Fortunately, everything this company wanted to do can be done legally and at a very low cost. If you want to raise money exclusively offshore, then exclude U.S. investors. If you want to raise money from the U.S. and offshore, use Regulation S. If you’re raising money from U.S. investors use VerifyInvestor.com or Crowdentials to verify they’re accredited. If you’re going to charge a commission use an online broker-dealer. If you want to allow investors to self-certify, then use Rule 506(b) and hide your deals behind a firewall. Spend just a little money on a lawyer and stay off the SEC’s Christmas card list.
Questions? Let me know.
4 thoughts on “How To Do It Wrong In Crowdfunding”
Great article, using the enforcement order to illustrate some important nuances of equity crowdfunding. I was curious about one part of the complaint:
“The portal allowed at least some of the U.S. investors to self-certify that they were “accredited investors,” without even explaining what that meant.”
So if the portal had included the standard wording from the SEC regs on top of the self-certification page or document – then this would not have been an issue, right?
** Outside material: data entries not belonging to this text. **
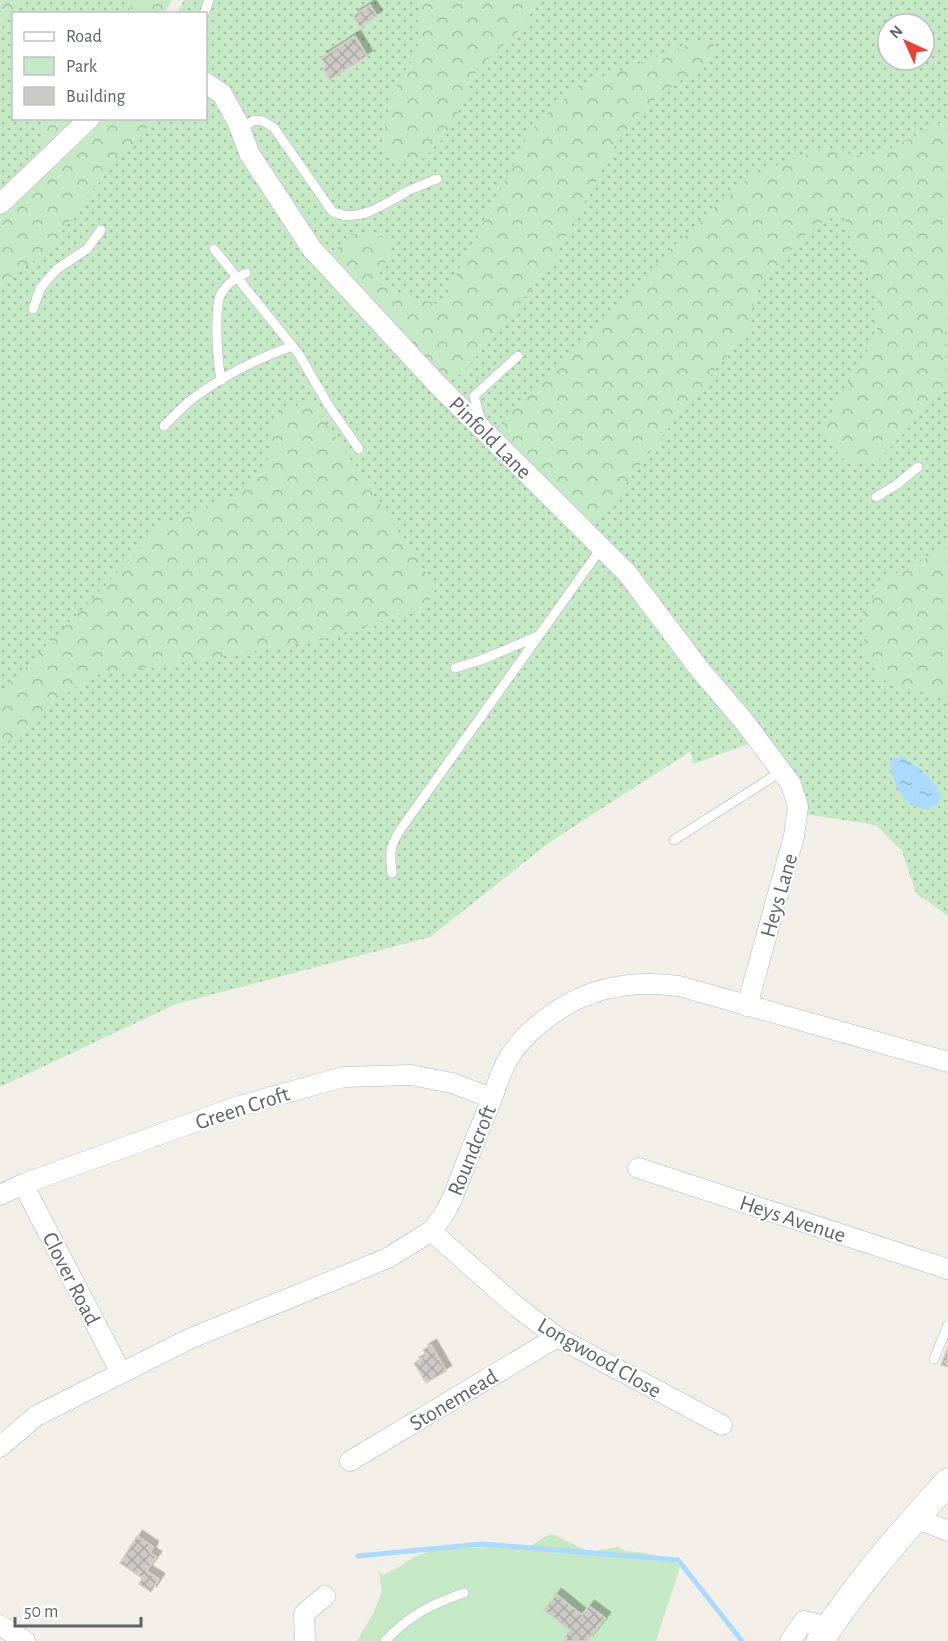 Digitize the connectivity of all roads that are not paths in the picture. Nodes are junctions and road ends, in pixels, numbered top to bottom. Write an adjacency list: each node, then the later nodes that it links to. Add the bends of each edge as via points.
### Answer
1 (207, 84): 3 (street, Pinfold Lane, via 222,94)
2 (88, 120): 5 (street)
3 (240, 130): 4 (lane, via 255,120 273,128 339,216 378,208); 15 (street, Pinfold Lane, via 249,153 312,249)
4 (437, 178)
5 (0, 204)
6 (101, 230): 10 (lane, via 87,249 47,280)
7 (214, 249): 9 (lane)
8 (246, 273): 9 (lane)
9 (236, 277): 11 (lane); 13 (lane, via 218,300 217,349)
10 (33, 309)
11 (292, 346): 13 (lane, via 264,356); 16 (lane)
12 (518, 356): 15 (lane, via 474,396)
13 (222, 380): 14 (lane, via 190,400)
14 (164, 426)
15 (479, 426): 19 (street, Pinfold Lane)
16 (358, 450)
17 (918, 467): 18 (lane)
18 (876, 497)
19 (602, 547): 20 (lane); 22 (street, Pinfold Lane, via 627,573)
20 (538, 636): 21 (lane); 24 (lane, via 400,830 390,852)
21 (455, 668)
22 (786, 778): 23 (lane); 25 (street, Heys Lane, via 798,807 794,836)
23 (674, 840)
24 (392, 873)
25 (747, 1006): 26 (street, Roundcroft); 27 (street, Roundcroft, via 662,984 627,985 593,992 560,1008 531,1031 508,1060)
26 (948, 1062)
27 (492, 1098): 29 (street, Green Croft, via 452,1083 411,1075 343,1077 236,1107); 31 (street, Roundcroft, via 452,1199)
28 (638, 1168): 32 (street, Heys Avenue)
29 (23, 1184): 30 (street, Green Croft); 36 (street, Clover Road)
30 (0, 1195)
31 (431, 1231): 34 (street, Longwood Close); 36 (street, Roundcroft, via 388,1258 189,1339)
32 (948, 1269)
33 (948, 1325): 35 (lane)
34 (556, 1337): 37 (street, Longwood Close); 39 (street, Stonemead)
35 (934, 1359)
36 (121, 1372): 38 (street, Roundcroft, via 36,1416)
37 (722, 1425)
38 (0, 1447)
39 (350, 1461)
40 (948, 1482): 41 (main road)
41 (915, 1518): 42 (street); 46 (main road)
42 (948, 1531)
43 (464, 1593): 49 (lane, via 418,1613)
44 (325, 1596): 48 (street, via 304,1614)
45 (0, 1625): 47 (street)
46 (824, 1634): 50 (street, via 804,1621)
47 (25, 1641)
48 (305, 1641)
49 (385, 1641)
50 (790, 1641) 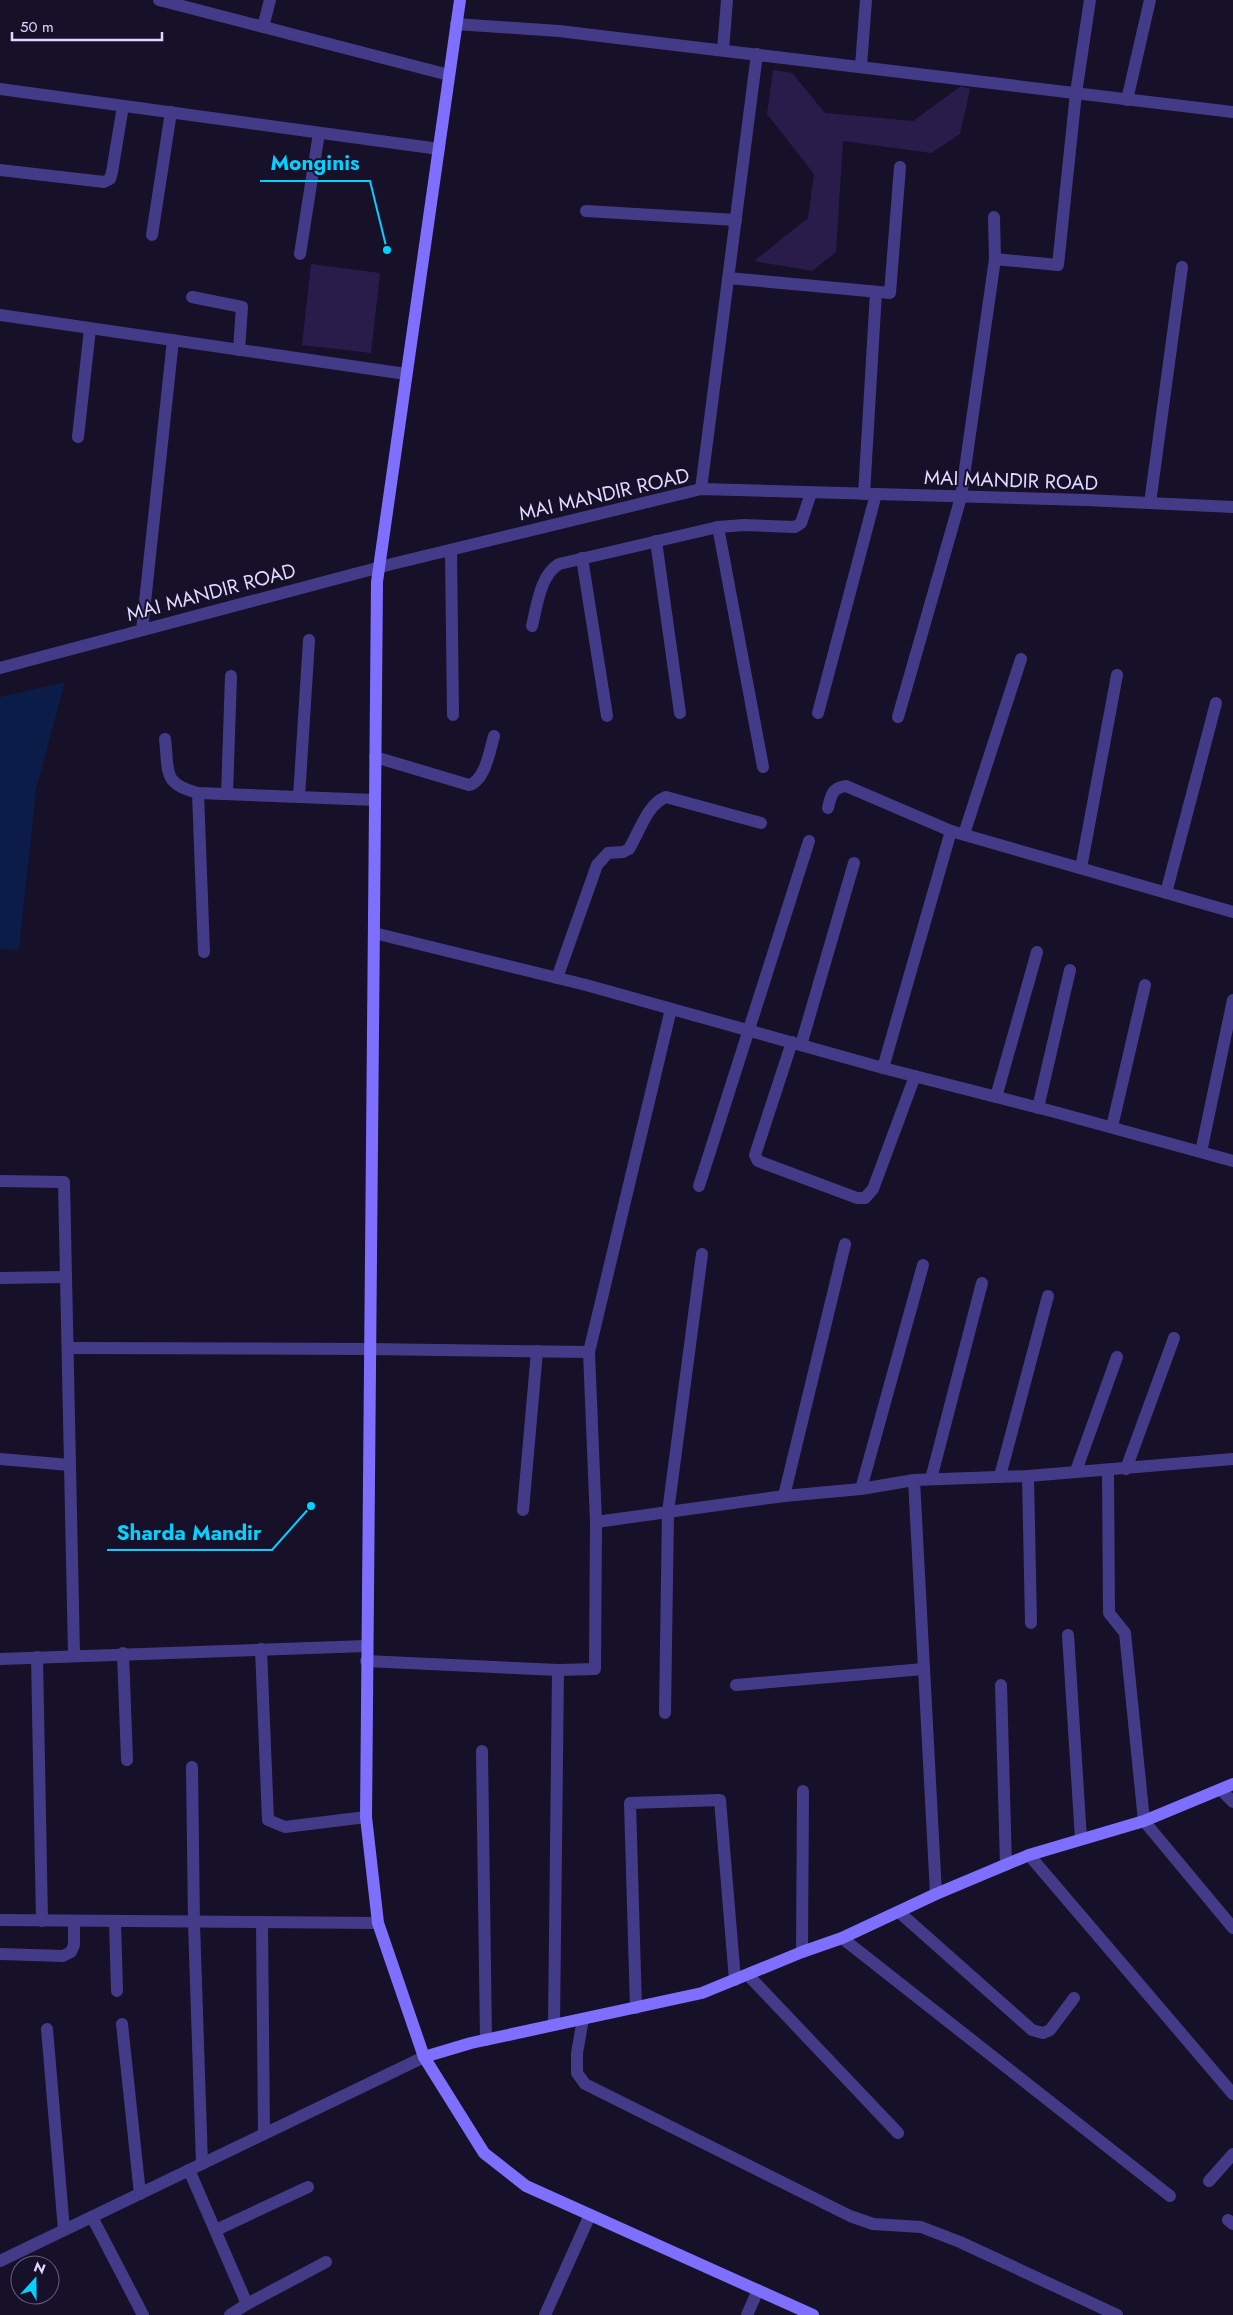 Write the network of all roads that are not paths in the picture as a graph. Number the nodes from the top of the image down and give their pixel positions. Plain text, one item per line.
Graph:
1 (159, 0) edge
2 (270, 0) edge
3 (460, 0) edge
4 (727, 0) edge
5 (866, 0) edge
6 (1090, 0) edge
7 (1150, 0) edge
8 (456, 24) junction
9 (263, 27) junction
10 (723, 50) junction
11 (757, 54) junction
12 (861, 66) junction
13 (449, 75) junction
14 (0, 89) edge
15 (1076, 94) junction
16 (1127, 100) junction
17 (123, 106) junction
18 (171, 112) junction
19 (1233, 112) edge
20 (320, 133) junction
21 (438, 150) junction
22 (900, 167) dead end
23 (0, 170) edge
24 (586, 211) dead end
25 (994, 217) dead end
26 (736, 220) junction
27 (152, 235) dead end
28 (300, 254) dead end
29 (995, 259) junction
30 (1182, 267) dead end
31 (728, 278) junction
32 (876, 292) junction
33 (192, 297) dead end
34 (0, 315) edge
35 (90, 329) junction
36 (173, 340) junction
37 (239, 350) junction
38 (406, 374) junction
39 (78, 437) dead end
40 (701, 490) junction
41 (811, 493) junction
42 (870, 494) junction
43 (961, 497) junction
44 (1150, 503) junction
45 (1233, 507) edge
46 (718, 527) junction
47 (656, 541) junction
48 (451, 550) junction
49 (582, 558) junction
50 (379, 567) junction
51 (532, 626) dead end
52 (142, 630) junction
53 (308, 640) dead end
54 (1021, 659) dead end
55 (0, 668) edge
56 (1117, 675) dead end
57 (231, 676) dead end
58 (1216, 703) dead end
59 (680, 713) dead end
60 (818, 713) dead end
61 (453, 715) dead end
62 (608, 716) dead end
63 (898, 717) dead end
64 (494, 736) dead end
65 (165, 739) dead end
66 (375, 757) junction
67 (764, 767) dead end
68 (198, 793) junction
69 (227, 794) junction
70 (299, 797) junction
71 (375, 800) junction
72 (828, 808) dead end
73 (761, 823) dead end
74 (951, 831) junction
75 (964, 834) junction
76 (809, 841) dead end
77 (854, 863) dead end
78 (1080, 868) junction
79 (1166, 893) junction
80 (1233, 912) edge
81 (374, 933) junction
82 (204, 952) dead end
83 (1037, 952) dead end
84 (1070, 970) dead end
85 (557, 978) junction
86 (1145, 985) dead end
87 (1233, 1000) edge
88 (670, 1009) junction
89 (750, 1031) junction
90 (796, 1044) junction
91 (883, 1068) junction
92 (915, 1076) junction
93 (996, 1097) junction
94 (1038, 1108) junction
95 (1112, 1127) junction
96 (1201, 1152) junction
97 (1233, 1161) edge
98 (0, 1181) edge
99 (699, 1186) dead end
100 (845, 1244) dead end
101 (702, 1254) dead end
102 (924, 1265) dead end
103 (66, 1277) junction
104 (0, 1278) edge
105 (982, 1283) dead end
106 (1048, 1296) dead end
107 (1174, 1338) dead end
108 (68, 1348) junction
109 (369, 1349) junction
110 (537, 1351) junction
111 (589, 1352) junction
112 (1117, 1357) dead end
113 (0, 1459) edge
114 (1233, 1459) edge
115 (70, 1465) junction
116 (1126, 1469) junction
117 (1108, 1470) junction
118 (1076, 1471) junction
119 (1000, 1476) junction
120 (1028, 1476) junction
121 (931, 1479) junction
122 (914, 1480) junction
123 (861, 1489) junction
124 (784, 1496) junction
125 (523, 1510) dead end
126 (668, 1512) junction
127 (596, 1522) junction
128 (1031, 1623) dead end
129 (1068, 1635) dead end
130 (366, 1646) junction
131 (261, 1649) junction
132 (123, 1653) junction
133 (74, 1654) junction
134 (37, 1657) junction
135 (0, 1659) edge
136 (366, 1661) junction
137 (924, 1669) junction
138 (558, 1670) junction
139 (736, 1685) dead end
140 (1001, 1685) dead end
141 (665, 1713) dead end
142 (482, 1751) dead end
143 (127, 1760) dead end
144 (192, 1768) dead end
145 (1233, 1784) edge
146 (1221, 1790) junction
147 (804, 1791) dead end
148 (1233, 1802) edge
149 (366, 1818) junction
150 (1144, 1821) junction
151 (1081, 1839) junction
152 (1029, 1855) junction
153 (1006, 1865) junction
154 (936, 1894) junction
155 (899, 1912) junction
156 (0, 1920) edge
157 (42, 1921) junction
158 (74, 1922) junction
159 (115, 1922) junction
160 (194, 1923) junction
161 (262, 1923) junction
162 (378, 1923) junction
163 (1233, 1928) edge
164 (842, 1938) junction
165 (802, 1952) junction
166 (0, 1954) edge
167 (748, 1974) junction
168 (735, 1980) junction
169 (116, 1991) dead end
170 (1074, 1998) dead end
171 (636, 2008) junction
172 (584, 2019) junction
173 (122, 2024) dead end
174 (554, 2025) junction
175 (47, 2029) dead end
176 (486, 2040) junction
177 (424, 2057) junction
178 (1233, 2094) edge
179 (898, 2133) dead end
180 (264, 2134) junction
181 (1233, 2154) edge
182 (202, 2164) junction
183 (189, 2170) junction
184 (1209, 2181) dead end
185 (308, 2187) dead end
186 (140, 2194) junction
187 (1170, 2196) dead end
188 (590, 2215) junction
189 (92, 2217) junction
190 (64, 2230) junction
191 (216, 2230) junction
192 (0, 2261) edge
193 (326, 2262) dead end
194 (758, 2290) junction
195 (247, 2304) junction
196 (142, 2315) edge
197 (230, 2315) edge
198 (545, 2315) edge
199 (747, 2315) edge
200 (814, 2315) edge
201 (1117, 2315) edge

1 - 9 street
2 - 9 street
3 - 8 main road
4 - 10 street
5 - 12 street
6 - 15 street
7 - 16 street
8 - 10 street
8 - 13 main road
9 - 13 street
10 - 11 street
11 - 12 street
11 - 26 street
12 - 15 street
13 - 21 main road
14 - 17 street
15 - 16 street
15 - 29 street
16 - 19 street
17 - 18 street
17 - 23 street
18 - 20 street
18 - 27 street
20 - 21 street
20 - 28 street
21 - 38 main road
22 - 32 street
24 - 26 street
25 - 29 street
26 - 31 street
29 - 43 street
30 - 44 street
31 - 32 street
31 - 40 street
32 - 42 street
33 - 37 street
34 - 35 street
35 - 36 street
35 - 39 street
36 - 37 street
36 - 52 street
37 - 38 street
38 - 50 main road
40 - 41 street, MAI MANDIR ROAD
40 - 48 street, MAI MANDIR ROAD
41 - 42 street, MAI MANDIR ROAD
41 - 46 street
42 - 43 street, MAI MANDIR ROAD
42 - 60 street
43 - 44 street, MAI MANDIR ROAD
43 - 63 street
44 - 45 street, MAI MANDIR ROAD
46 - 47 street
46 - 67 street
47 - 49 street
47 - 59 street
48 - 50 street, MAI MANDIR ROAD
48 - 61 street
49 - 51 street
49 - 62 street
50 - 52 street, MAI MANDIR ROAD
50 - 66 main road
52 - 55 street, MAI MANDIR ROAD
53 - 70 street
54 - 75 street
56 - 78 street
57 - 69 street
58 - 79 street
64 - 66 street
65 - 68 street
66 - 71 main road
68 - 69 street
68 - 82 street
69 - 70 street
70 - 71 street
71 - 81 main road
72 - 74 street
73 - 85 street
74 - 75 street
74 - 91 street
75 - 78 street
76 - 89 street
77 - 90 street
78 - 79 street
79 - 80 street
81 - 85 street
81 - 109 main road
83 - 93 street
84 - 94 street
85 - 88 street
86 - 95 street
87 - 96 street
88 - 89 street
88 - 111 street
89 - 90 street
89 - 99 street
90 - 91 street
90 - 92 street
91 - 92 street
92 - 93 street
93 - 94 street
94 - 95 street
95 - 96 street
96 - 97 street
98 - 103 street
100 - 124 street
101 - 126 street
102 - 123 street
103 - 104 street
103 - 108 street
105 - 121 street
106 - 119 street
107 - 116 street
108 - 109 street
108 - 115 street
109 - 110 street
109 - 130 main road
110 - 111 street
110 - 125 street
111 - 127 street
112 - 118 street
113 - 115 street
114 - 116 street
115 - 133 street
116 - 117 street
117 - 118 street
117 - 150 street
118 - 120 street
119 - 120 street
119 - 121 street
120 - 128 street
121 - 122 street
122 - 123 street
122 - 137 street
123 - 124 street
124 - 126 street
126 - 127 street
126 - 141 street
127 - 138 street
129 - 151 street
130 - 131 street
130 - 136 main road
131 - 132 street
131 - 149 street
132 - 133 street
132 - 143 street
133 - 134 street
134 - 135 street
134 - 157 street
136 - 138 street
136 - 149 main road
137 - 139 street
137 - 154 street
138 - 174 street
140 - 153 street
142 - 176 street
144 - 160 street
145 - 146 main road
146 - 148 street
146 - 150 main road
147 - 165 street
149 - 162 main road
150 - 151 main road
150 - 163 street
151 - 152 main road
152 - 153 main road
152 - 178 street
153 - 154 main road
154 - 155 main road
155 - 164 main road
155 - 170 street
156 - 157 street
157 - 158 street
158 - 159 street
158 - 166 street
159 - 160 street
159 - 169 street
160 - 161 street
160 - 182 street
161 - 162 street
161 - 180 street
162 - 177 main road
164 - 165 main road
164 - 187 street
165 - 167 main road
167 - 168 main road
167 - 179 street
168 - 171 main road
168 - 171 street
171 - 172 main road
172 - 174 main road
172 - 201 street
173 - 186 street
174 - 176 main road
175 - 190 street
176 - 177 main road
177 - 180 street
177 - 188 main road
180 - 182 street
181 - 184 street
182 - 183 street
183 - 186 street
183 - 191 street
185 - 191 street
186 - 189 street
188 - 194 main road
188 - 198 street
189 - 190 street
189 - 196 street
190 - 192 street
191 - 195 street
193 - 195 street
194 - 199 street
194 - 200 main road
195 - 197 street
I only ask, because so many portals (including several very prominent ones, have pretty superficial (or straightforward, depending on your perspective) self-certification methods – and would be just as guilty.
It depends. If they had been doing Rule 506(b) deals, they could have used self-certification. But they were using general solicitation, which meant they had to do Rule 506(c) deals, which means self-certification is not enough. Where you see portals using self-certification it should mean that they’re not doing general solicitation, i.e., they’re hiding their deals behind a registration firewall. I wrote a blog post a while ago called something like What Can I Show Investors, and When? If you’d like to discuss call me at (856) 661-2265.
Thanks for clarifying. The gray area is whether or not the deals/offerings are truly private (behind a registration wall). And the other (huge) side-issue is that the most of the 506c certification criteria/options are ridiculous for any one portal (or offerer) to comply. Asking each angel for tax returns? Maybe an aunt and uncle, but not accredited angels.
That’s exactly why people use VerifyInvestor and Crowdentials – so the angel investor doesn’t have to give the portal or issuer his or her tax returns.
In my opinion Rule 506(b) deals are pretty much a historical anachronism, created by the 2013 no-action letters. It won’t be long before they disappear, except where you’re looking for non-accredited investors.